*** Opening Records shown ***
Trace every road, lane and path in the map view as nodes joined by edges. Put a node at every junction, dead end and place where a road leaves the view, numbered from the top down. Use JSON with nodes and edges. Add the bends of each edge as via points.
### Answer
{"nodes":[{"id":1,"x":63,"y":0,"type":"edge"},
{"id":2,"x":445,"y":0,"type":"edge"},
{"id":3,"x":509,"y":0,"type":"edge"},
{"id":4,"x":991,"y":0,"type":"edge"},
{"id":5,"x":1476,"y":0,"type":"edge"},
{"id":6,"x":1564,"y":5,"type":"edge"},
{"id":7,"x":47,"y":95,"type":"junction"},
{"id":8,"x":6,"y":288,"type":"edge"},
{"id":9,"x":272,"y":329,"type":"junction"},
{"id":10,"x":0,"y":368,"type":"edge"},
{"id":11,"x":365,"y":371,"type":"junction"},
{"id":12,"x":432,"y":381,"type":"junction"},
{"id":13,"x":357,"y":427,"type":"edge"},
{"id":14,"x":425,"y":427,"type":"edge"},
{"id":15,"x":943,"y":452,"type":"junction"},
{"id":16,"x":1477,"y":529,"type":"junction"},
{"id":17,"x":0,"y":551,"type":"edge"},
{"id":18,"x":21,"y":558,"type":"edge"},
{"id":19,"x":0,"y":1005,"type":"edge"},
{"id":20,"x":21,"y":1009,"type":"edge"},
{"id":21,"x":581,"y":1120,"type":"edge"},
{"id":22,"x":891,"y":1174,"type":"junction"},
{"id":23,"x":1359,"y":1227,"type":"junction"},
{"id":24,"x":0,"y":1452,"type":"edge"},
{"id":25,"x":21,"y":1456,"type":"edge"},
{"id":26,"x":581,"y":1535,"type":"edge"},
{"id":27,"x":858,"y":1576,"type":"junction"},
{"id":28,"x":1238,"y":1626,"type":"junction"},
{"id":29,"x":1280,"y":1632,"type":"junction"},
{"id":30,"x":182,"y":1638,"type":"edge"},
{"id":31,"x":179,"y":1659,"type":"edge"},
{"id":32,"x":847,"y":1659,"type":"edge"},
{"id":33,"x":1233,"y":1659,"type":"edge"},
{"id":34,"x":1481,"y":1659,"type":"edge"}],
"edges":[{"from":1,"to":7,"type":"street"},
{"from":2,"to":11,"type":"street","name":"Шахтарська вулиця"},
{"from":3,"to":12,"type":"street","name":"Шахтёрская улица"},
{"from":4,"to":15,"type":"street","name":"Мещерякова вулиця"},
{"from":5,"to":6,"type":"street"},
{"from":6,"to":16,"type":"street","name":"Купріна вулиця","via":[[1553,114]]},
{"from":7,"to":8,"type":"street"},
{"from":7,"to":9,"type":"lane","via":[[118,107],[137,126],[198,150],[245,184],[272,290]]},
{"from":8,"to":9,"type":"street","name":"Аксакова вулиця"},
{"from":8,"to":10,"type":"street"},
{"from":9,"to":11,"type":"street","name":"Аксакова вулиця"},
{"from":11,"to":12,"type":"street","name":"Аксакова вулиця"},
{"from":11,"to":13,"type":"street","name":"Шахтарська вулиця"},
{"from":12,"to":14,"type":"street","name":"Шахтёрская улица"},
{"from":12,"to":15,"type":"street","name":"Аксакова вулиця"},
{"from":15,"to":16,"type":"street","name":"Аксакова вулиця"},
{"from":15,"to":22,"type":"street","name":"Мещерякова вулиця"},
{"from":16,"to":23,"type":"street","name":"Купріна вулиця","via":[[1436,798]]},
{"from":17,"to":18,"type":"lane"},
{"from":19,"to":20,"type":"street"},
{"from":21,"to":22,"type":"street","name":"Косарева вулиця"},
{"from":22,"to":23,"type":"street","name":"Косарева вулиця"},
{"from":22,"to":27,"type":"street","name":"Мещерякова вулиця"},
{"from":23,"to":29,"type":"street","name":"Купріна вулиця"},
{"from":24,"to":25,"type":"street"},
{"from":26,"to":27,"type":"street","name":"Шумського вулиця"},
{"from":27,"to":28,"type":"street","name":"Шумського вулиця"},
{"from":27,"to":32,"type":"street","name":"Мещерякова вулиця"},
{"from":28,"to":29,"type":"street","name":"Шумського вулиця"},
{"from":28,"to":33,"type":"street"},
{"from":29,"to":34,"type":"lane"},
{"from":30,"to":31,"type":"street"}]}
*** Closing Records shown ***
Task instructions: Every record above is to be copied exactly.

Answer to this task:
Trace every road, lane and path in the map view as nodes joined by edges. Put a node at every junction, dead end and place where a road leaves the view, numbered from the top down. Use JSON with nodes and edges. Add the bends of each edge as via points.
### Answer
{"nodes":[{"id":1,"x":63,"y":0,"type":"edge"},
{"id":2,"x":445,"y":0,"type":"edge"},
{"id":3,"x":509,"y":0,"type":"edge"},
{"id":4,"x":991,"y":0,"type":"edge"},
{"id":5,"x":1476,"y":0,"type":"edge"},
{"id":6,"x":1564,"y":5,"type":"edge"},
{"id":7,"x":47,"y":95,"type":"junction"},
{"id":8,"x":6,"y":288,"type":"edge"},
{"id":9,"x":272,"y":329,"type":"junction"},
{"id":10,"x":0,"y":368,"type":"edge"},
{"id":11,"x":365,"y":371,"type":"junction"},
{"id":12,"x":432,"y":381,"type":"junction"},
{"id":13,"x":357,"y":427,"type":"edge"},
{"id":14,"x":425,"y":427,"type":"edge"},
{"id":15,"x":943,"y":452,"type":"junction"},
{"id":16,"x":1477,"y":529,"type":"junction"},
{"id":17,"x":0,"y":551,"type":"edge"},
{"id":18,"x":21,"y":558,"type":"edge"},
{"id":19,"x":0,"y":1005,"type":"edge"},
{"id":20,"x":21,"y":1009,"type":"edge"},
{"id":21,"x":581,"y":1120,"type":"edge"},
{"id":22,"x":891,"y":1174,"type":"junction"},
{"id":23,"x":1359,"y":1227,"type":"junction"},
{"id":24,"x":0,"y":1452,"type":"edge"},
{"id":25,"x":21,"y":1456,"type":"edge"},
{"id":26,"x":581,"y":1535,"type":"edge"},
{"id":27,"x":858,"y":1576,"type":"junction"},
{"id":28,"x":1238,"y":1626,"type":"junction"},
{"id":29,"x":1280,"y":1632,"type":"junction"},
{"id":30,"x":182,"y":1638,"type":"edge"},
{"id":31,"x":179,"y":1659,"type":"edge"},
{"id":32,"x":847,"y":1659,"type":"edge"},
{"id":33,"x":1233,"y":1659,"type":"edge"},
{"id":34,"x":1481,"y":1659,"type":"edge"}],
"edges":[{"from":1,"to":7,"type":"street"},
{"from":2,"to":11,"type":"street","name":"Шахтарська вулиця"},
{"from":3,"to":12,"type":"street","name":"Шахтёрская улица"},
{"from":4,"to":15,"type":"street","name":"Мещерякова вулиця"},
{"from":5,"to":6,"type":"street"},
{"from":6,"to":16,"type":"street","name":"Купріна вулиця","via":[[1553,114]]},
{"from":7,"to":8,"type":"street"},
{"from":7,"to":9,"type":"lane","via":[[118,107],[137,126],[198,150],[245,184],[272,290]]},
{"from":8,"to":9,"type":"street","name":"Аксакова вулиця"},
{"from":8,"to":10,"type":"street"},
{"from":9,"to":11,"type":"street","name":"Аксакова вулиця"},
{"from":11,"to":12,"type":"street","name":"Аксакова вулиця"},
{"from":11,"to":13,"type":"street","name":"Шахтарська вулиця"},
{"from":12,"to":14,"type":"street","name":"Шахтёрская улица"},
{"from":12,"to":15,"type":"street","name":"Аксакова вулиця"},
{"from":15,"to":16,"type":"street","name":"Аксакова вулиця"},
{"from":15,"to":22,"type":"street","name":"Мещерякова вулиця"},
{"from":16,"to":23,"type":"street","name":"Купріна вулиця","via":[[1436,798]]},
{"from":17,"to":18,"type":"lane"},
{"from":19,"to":20,"type":"street"},
{"from":21,"to":22,"type":"street","name":"Косарева вулиця"},
{"from":22,"to":23,"type":"street","name":"Косарева вулиця"},
{"from":22,"to":27,"type":"street","name":"Мещерякова вулиця"},
{"from":23,"to":29,"type":"street","name":"Купріна вулиця"},
{"from":24,"to":25,"type":"street"},
{"from":26,"to":27,"type":"street","name":"Шумського вулиця"},
{"from":27,"to":28,"type":"street","name":"Шумського вулиця"},
{"from":27,"to":32,"type":"street","name":"Мещерякова вулиця"},
{"from":28,"to":29,"type":"street","name":"Шумського вулиця"},
{"from":28,"to":33,"type":"street"},
{"from":29,"to":34,"type":"lane"},
{"from":30,"to":31,"type":"street"}]}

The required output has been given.